# [What is required]
For every line in the data below, check for the word "Lazdynų", then state how many lines have it. Answer with the number only.

[[ Excerpted records, beginning ]]

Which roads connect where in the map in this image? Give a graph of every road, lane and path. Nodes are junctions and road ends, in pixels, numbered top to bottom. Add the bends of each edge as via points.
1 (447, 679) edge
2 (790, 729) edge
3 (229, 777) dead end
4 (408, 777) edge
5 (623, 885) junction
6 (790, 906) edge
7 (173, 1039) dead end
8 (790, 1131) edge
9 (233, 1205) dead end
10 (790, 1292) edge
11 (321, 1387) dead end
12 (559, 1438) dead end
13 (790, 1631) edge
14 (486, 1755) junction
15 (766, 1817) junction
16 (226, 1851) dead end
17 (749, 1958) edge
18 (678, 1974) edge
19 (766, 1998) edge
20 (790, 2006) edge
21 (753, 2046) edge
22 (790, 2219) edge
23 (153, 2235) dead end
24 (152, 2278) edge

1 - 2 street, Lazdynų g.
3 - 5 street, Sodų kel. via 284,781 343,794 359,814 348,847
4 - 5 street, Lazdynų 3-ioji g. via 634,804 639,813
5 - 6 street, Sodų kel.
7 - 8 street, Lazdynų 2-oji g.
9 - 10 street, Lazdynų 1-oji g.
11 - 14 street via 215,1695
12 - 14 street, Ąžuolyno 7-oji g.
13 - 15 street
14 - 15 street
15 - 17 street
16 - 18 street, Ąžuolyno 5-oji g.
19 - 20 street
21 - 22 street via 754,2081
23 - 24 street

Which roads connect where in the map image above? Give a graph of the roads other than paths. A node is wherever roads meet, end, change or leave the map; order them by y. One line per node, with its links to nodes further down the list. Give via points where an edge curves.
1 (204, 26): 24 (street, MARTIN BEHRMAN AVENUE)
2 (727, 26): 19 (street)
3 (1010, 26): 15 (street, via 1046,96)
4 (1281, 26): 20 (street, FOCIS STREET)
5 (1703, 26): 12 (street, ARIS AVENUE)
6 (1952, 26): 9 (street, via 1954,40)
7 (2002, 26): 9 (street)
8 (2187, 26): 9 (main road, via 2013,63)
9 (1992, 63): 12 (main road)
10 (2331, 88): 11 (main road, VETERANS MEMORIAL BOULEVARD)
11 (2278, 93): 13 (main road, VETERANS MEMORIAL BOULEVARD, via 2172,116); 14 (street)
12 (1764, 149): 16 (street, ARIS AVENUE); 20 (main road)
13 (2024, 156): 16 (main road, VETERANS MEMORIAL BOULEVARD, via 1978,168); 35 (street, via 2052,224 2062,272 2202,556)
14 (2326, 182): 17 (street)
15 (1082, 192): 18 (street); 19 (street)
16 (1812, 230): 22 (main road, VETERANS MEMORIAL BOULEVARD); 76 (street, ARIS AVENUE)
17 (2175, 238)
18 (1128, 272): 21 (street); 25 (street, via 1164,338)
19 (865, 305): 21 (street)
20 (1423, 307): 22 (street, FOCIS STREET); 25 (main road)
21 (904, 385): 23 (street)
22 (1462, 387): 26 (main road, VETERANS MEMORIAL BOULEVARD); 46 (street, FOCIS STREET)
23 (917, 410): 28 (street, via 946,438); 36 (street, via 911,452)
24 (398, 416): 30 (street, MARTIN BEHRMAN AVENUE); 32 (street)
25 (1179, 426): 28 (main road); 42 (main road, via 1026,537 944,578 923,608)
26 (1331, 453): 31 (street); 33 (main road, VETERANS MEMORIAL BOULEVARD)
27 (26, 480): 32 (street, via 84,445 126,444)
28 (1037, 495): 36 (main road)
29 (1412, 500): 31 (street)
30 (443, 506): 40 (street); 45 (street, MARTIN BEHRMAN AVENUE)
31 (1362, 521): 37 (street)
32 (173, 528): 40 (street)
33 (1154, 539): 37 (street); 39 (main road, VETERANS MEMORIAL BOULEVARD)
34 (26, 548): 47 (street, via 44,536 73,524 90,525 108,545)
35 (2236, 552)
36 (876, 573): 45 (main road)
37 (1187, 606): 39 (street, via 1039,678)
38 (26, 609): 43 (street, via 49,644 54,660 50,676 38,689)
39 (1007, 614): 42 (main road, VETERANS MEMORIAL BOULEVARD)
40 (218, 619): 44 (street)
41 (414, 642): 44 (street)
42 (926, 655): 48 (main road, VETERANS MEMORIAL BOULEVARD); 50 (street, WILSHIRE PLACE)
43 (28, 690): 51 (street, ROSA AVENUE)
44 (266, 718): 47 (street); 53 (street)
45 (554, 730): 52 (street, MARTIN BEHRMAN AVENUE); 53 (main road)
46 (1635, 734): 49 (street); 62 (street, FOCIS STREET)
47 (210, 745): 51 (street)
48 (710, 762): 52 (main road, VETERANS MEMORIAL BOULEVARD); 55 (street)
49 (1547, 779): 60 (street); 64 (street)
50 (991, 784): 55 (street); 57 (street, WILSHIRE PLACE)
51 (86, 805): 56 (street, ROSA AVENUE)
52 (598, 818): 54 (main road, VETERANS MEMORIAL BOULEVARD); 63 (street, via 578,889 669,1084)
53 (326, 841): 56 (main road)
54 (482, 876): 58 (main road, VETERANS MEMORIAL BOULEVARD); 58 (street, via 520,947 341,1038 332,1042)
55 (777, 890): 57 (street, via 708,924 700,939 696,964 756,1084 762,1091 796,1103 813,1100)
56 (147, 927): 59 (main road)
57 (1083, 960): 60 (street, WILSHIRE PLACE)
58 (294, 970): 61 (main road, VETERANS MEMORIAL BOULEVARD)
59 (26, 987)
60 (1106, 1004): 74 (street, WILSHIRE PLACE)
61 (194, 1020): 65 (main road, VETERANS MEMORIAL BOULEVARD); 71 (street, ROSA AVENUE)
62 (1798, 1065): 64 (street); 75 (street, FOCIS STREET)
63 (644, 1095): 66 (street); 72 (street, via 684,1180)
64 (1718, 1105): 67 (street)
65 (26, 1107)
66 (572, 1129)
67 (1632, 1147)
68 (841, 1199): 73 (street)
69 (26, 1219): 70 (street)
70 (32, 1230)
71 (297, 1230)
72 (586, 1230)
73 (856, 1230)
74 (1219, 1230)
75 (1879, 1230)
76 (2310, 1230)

[[ Excerpted records, end ]]

# [Your response]
4